Stored data.
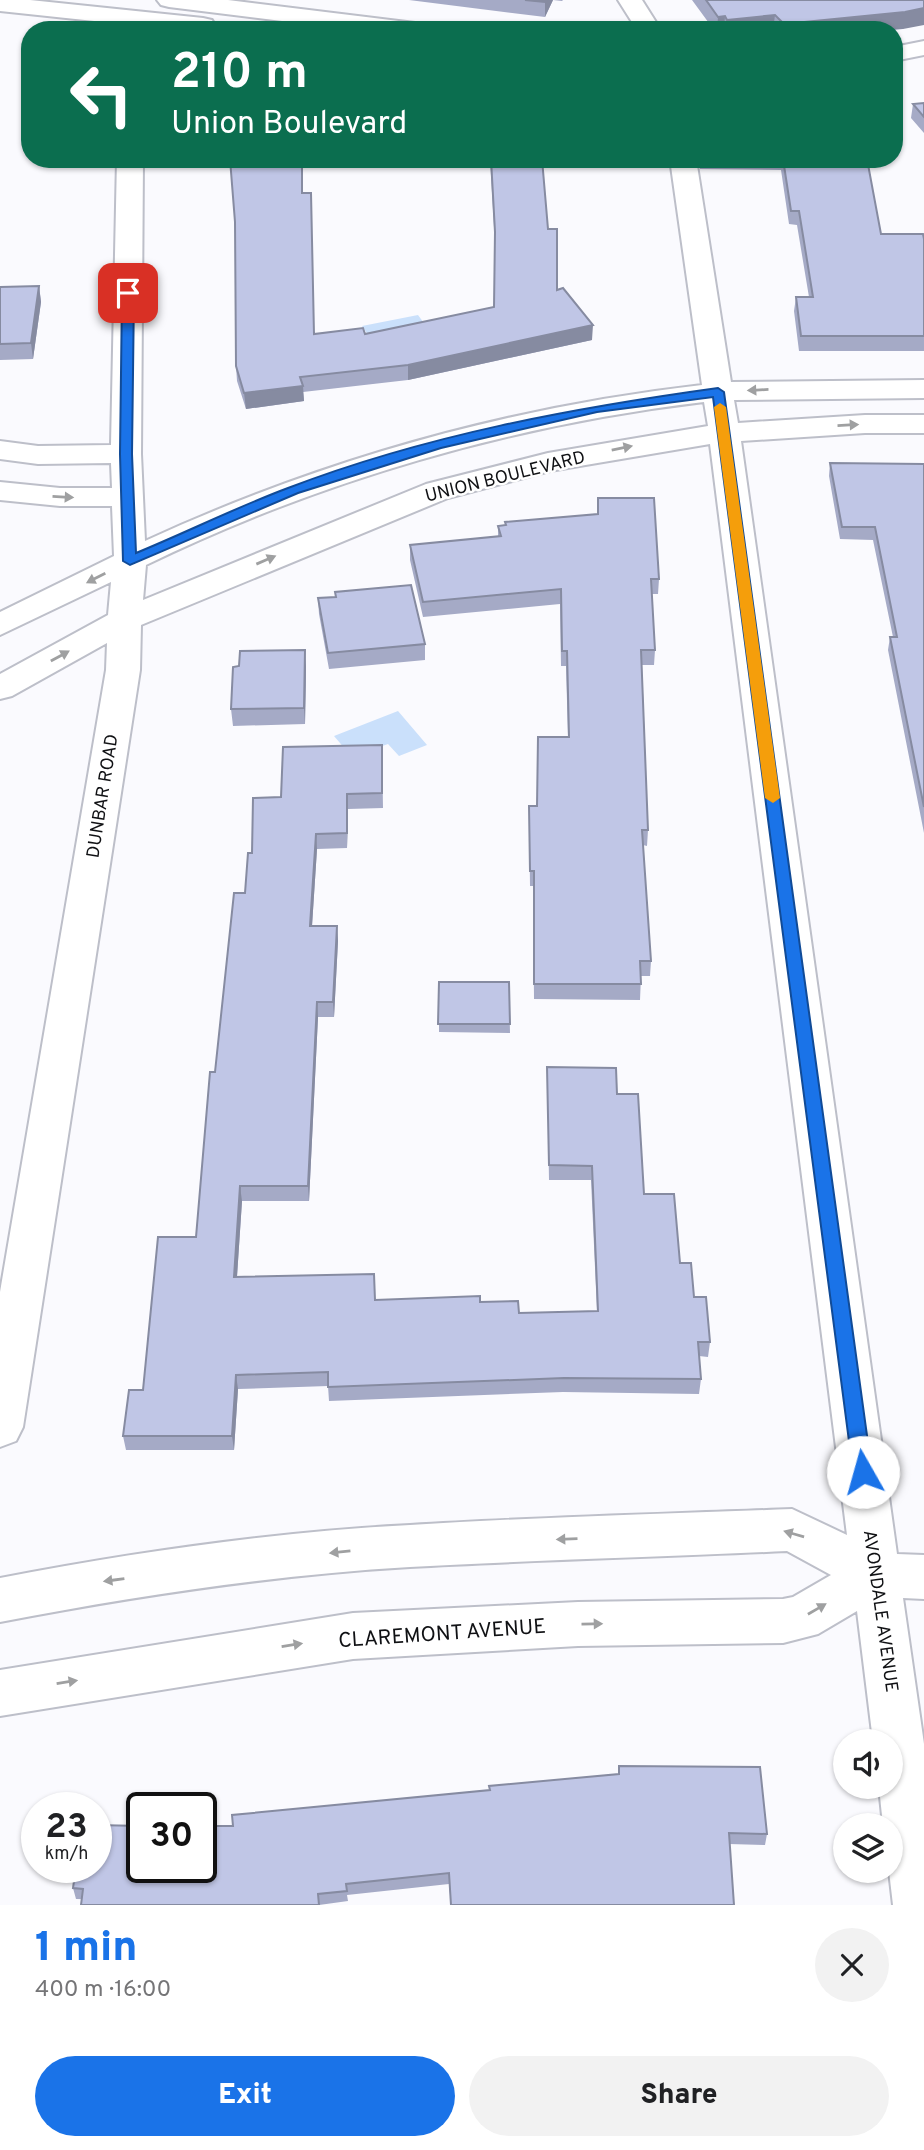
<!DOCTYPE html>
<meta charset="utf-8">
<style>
body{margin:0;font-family:Overpass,sans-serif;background:#f2f2f2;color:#202124;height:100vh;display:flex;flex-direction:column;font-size:26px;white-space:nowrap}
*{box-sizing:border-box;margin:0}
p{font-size:23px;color:#757577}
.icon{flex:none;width:38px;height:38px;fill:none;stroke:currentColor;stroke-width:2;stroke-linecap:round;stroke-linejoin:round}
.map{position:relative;height:1905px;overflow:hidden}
.sheet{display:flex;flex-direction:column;background:#fff;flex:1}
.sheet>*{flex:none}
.guide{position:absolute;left:21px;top:21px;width:882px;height:147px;border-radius:28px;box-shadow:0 2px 5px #0004;background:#0b6e4f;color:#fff;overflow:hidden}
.controls{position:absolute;left:833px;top:1729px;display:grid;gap:14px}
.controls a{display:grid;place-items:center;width:70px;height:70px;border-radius:50%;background:#fff;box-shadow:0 2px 5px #0004;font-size:35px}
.speed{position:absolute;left:21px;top:1792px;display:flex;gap:14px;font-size:35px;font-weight:700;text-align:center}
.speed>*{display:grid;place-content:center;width:91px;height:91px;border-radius:50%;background:#fff;box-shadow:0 2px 5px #0004;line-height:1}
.speed small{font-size:18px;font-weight:400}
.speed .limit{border:4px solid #111;border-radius:10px;background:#fff;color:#111}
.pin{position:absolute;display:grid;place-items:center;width:60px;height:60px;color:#fff;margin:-30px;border-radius:14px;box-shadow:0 4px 10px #0006}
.me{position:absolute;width:77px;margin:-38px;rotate:353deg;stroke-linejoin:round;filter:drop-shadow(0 0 5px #0008)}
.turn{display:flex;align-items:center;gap:24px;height:147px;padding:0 35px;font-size:32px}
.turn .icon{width:91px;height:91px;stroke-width:2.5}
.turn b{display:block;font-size:49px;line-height:60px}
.round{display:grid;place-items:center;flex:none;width:74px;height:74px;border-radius:37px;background:#f2f2f2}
.headline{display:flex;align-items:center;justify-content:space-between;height:119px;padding:0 35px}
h1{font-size:42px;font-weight:800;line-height:52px;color:#1a73e8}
.primary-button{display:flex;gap:14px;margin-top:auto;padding:14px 35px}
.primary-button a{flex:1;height:80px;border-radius:42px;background:#1a73e8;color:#fff;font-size:28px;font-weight:800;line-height:80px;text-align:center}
.primary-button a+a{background:#f2f2f2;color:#202124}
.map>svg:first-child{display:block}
.water{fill:#cae0fb}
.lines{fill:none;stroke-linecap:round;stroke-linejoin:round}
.minor-casing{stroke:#bdbfc9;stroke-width:4}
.minor{fill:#fff;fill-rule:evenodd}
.wall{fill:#a5aac6}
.shaded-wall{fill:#868ba1}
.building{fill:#c0c6e6;stroke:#868ba1;stroke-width:2}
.oneway{fill:#9fa0a1}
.route{fill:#1a73e8;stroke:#114b97;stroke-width:2}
.slow{fill:#f59e0b}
.labels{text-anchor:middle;stroke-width:5;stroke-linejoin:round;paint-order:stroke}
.street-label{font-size:18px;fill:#101114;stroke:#fff}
.near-street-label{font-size:21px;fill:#101114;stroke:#fff}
</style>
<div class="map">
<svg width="924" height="1905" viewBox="0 0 924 1905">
<rect width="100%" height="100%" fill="#fafafe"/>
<path class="water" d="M418 315 429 330 373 342 362 326Z
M398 711 427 745 399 756 388 744 352 757 334 736Z"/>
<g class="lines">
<defs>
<path id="minor" d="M0 0H30L203 18 212 20 215 25 212 30H179L0 11Z
M157 0H228L415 23 424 25 427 30H354L169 7 161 5Z
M618 0H642L661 30H637Z
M924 41V55L894 61V47Z
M117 159H143L141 454 145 541C321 460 510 407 702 385L670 159H696L731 382 924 380V398L734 400 738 423 865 415H924V433H865L741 441 897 1554 924 1555V1599L903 1598 924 1744V1905H893L889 1871 891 1825H883L879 1787H891V1741H873L857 1611 818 1634 783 1643 578 1646 353 1659 0 1716V1670L353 1613 578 1602 783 1599 793 1597 831 1575 787 1551C661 1557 536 1560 410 1567 273 1575 135 1596 0 1622V1578C135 1552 273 1532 410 1525 537 1517 665 1514 792 1509L847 1535 710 444 550 471 448 498 141 625 140 670 23 1427 16 1441 0 1447V1292L106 670 107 643 12 696 0 699V674L108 615 111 582 0 635V612L114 556 112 506H60L0 500V482L60 488H112L111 463 38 464 0 459V441L38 446 111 445ZM704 402 708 426 548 453 426 484 143 600 146 565C321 480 511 425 704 402Z"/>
</defs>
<use href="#minor" class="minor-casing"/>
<use href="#minor" class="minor"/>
</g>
<path class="wall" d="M409 0H563L562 1 553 0 545 17Z
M692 0H924L903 29 894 30H714Z
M924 103V133L911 118 913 104Z
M490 159H542L548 229 557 290 592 340 408 380 303 392 304 401 246 409 237 381 236 366 303 193 314 334H365L494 307 495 244Z
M699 159H867L881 234 924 239V351H799L794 311 796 297H809L797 225 789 224 781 170 700 169Z
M39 286 41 302 33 359 0 360V287Z
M830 463 924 464V833L888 650 890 637H893L873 540 840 539 829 476Z
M598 498 659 579 658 594H652L655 650 654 665H642L648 830 647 846 643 845 651 961 650 976H641L640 1000 534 999 533 886H530L529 806H537L568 737 566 666H561L560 604 423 617 410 560V545L498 536V526H505V522L597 514Z
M335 592 425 644V660L329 669 319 614 318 598 335 597Z
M239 666H306L305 724 233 726 231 709Z
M382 745 383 808 348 809 347 848 317 849 312 926H337L338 941 334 1017H318L309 1201H242L237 1277 375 1300 480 1302 519 1313 597 1311 591 1180H549L547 1067 617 1094 644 1194 680 1263 694 1297 710 1342 708 1357 699 1356 701 1379 699 1394 563 1392 329 1401 328 1386 238 1389 234 1450H126L123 1436 143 1390 196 1237 215 1072 252 853 281 797Z
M439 982H509L510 1033 439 1032Z
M619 1766 767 1834 765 1845 729 1844 734 1905H451L449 1884 347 1895 348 1901 319 1905 76 1899 73 1888 233 1826 489 1790V1786L618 1774Z"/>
<path class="shaded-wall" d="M547 0H553L545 17V2Z
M924 8V25L903 29 784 30V24Z
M775 15 773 30H726L727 20Z
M725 16 724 30H717L718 17Z
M302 159H303L302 208Z
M39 286 41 302 33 359 31 343Z
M593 325 592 340 408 380V365Z
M303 386 304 401 246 409 244 393Z
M305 650 306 666 305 724 304 708Z
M347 794 348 809 347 848Z
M316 834 317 849 311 941 310 926Z
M337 926 338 941 334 1017 333 1002Z
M317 1002 318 1017 309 1201 308 1186Z
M240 1186 242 1201 236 1291 234 1277Z
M236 1375 238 1389 234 1450 232 1436Z"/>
<path class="building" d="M525 0H547L545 2Z
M706 0H924V8L905 12 784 24 775 15 727 20 725 16 718 17Z
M924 103V117L913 104Z
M230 159H302V193H311L314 334 363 328 365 334 494 307 495 232 491 159H542L548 229H557V290L563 288 593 325 408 365 300 377 303 386 244 393 236 366 235 222Z
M783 159H867L881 234H923L924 239V336H801L796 297H813L799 211H791Z
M39 286 31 343 0 344V287Z
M830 463 924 464V807L890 637H897L875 527H842Z
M598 498H654L659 579H651L655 650H641L648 830H642L651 961H640L641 984H534V871H530L529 806H537L538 737H569L567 651H562L561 589 423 602 410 545 501 536 498 526 506 525 505 522 598 514Z
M411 585 425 644 328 653 318 598 336 597 335 592Z
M305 650 304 708 231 709 233 667 239 666 240 651Z
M382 745V793L347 794V833L316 834 310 926H337L333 1002H317L308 1186H240L234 1277 374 1274 375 1300 480 1296V1302L518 1301 519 1313 598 1311 592 1166 549 1165 547 1067 616 1068 617 1094H638L644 1194H674L680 1263H691L694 1297H706L710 1342H698L701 1379 564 1378 328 1387V1372L236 1375 232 1436H123L129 1390H143L158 1237H196L210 1072H215L234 893H245L248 853H252L253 798 281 797 283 747Z
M439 982H509L510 1024H438Z
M619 1766 760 1767 767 1834 729 1833 734 1905H451L449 1873 346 1884 347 1891 318 1894 319 1905H81L83 1889 73 1888 76 1867H96V1825L142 1826V1867H201V1826H233L232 1815 490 1790 489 1786 619 1774Z"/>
<defs><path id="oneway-solid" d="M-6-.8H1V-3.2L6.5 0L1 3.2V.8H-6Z" transform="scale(1.75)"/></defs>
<g class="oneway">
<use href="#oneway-solid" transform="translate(758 390) rotate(177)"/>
<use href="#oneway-solid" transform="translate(848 425) rotate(-3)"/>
<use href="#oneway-solid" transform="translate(622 448) rotate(-11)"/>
<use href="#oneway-solid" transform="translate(63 497) rotate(3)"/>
<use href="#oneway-solid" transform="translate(266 560) rotate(-23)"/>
<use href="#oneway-solid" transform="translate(96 578) rotate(153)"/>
<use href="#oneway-solid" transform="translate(60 656) rotate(-29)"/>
<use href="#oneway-solid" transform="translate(794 1534) rotate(-164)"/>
<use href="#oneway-solid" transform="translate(567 1539) rotate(178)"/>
<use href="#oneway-solid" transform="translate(340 1552) rotate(174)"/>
<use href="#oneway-solid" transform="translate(114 1580) rotate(172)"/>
<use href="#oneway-solid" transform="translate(817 1609) rotate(-30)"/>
<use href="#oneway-solid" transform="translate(592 1624) rotate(-1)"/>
<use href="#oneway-solid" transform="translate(292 1645) rotate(-9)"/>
<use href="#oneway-solid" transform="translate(67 1682) rotate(-9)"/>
</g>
<path class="route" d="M128 290 134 293 132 454 136 553C187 532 237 507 288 488 426 435 573 408 718 388L724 392 872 1472 869 1478 863 1481 856 1478 853 1472 713 397 597 412 441 448 298 493 130 565 123 561 120 454 122 293Z"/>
<path class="slow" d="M720 403 726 407 780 798 773 803 765 798 714 407Z"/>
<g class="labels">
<g class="street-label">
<text transform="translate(505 476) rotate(-14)" y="6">UNION BOULEVARD</text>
<text transform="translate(102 796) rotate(-81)" y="6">DUNBAR ROAD</text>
<text transform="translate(881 1611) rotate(82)" y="6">AVONDALE AVENUE</text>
</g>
<g class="near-street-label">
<text transform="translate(442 1633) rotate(-4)" y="7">CLAREMONT AVENUE</text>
</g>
</g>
</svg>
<div class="controls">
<a><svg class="icon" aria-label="sound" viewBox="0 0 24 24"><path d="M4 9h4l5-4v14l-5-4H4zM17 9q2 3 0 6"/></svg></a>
<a><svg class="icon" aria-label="layers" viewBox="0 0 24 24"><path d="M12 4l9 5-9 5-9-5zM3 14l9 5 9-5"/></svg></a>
</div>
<div class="speed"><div>23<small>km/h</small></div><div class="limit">30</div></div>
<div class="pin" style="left:128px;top:293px;background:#d93025"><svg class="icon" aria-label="arrive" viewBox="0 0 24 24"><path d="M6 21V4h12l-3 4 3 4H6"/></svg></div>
<svg class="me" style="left:863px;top:1472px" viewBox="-20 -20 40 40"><circle r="19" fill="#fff"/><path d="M0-13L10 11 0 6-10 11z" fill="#1a73e8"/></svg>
<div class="guide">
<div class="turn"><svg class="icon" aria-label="left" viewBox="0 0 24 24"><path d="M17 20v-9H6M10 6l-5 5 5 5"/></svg><div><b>210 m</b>Union Boulevard</div></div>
</div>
</div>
<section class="sheet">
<div class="headline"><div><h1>1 min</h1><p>400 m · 16:00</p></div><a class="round"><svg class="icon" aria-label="close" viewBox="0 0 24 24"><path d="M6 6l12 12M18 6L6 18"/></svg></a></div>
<div class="primary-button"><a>Exit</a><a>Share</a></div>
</section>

Problem to work on.
Give the number of lines in the records that contain the string "shadow", with no other output.

Solution below.
5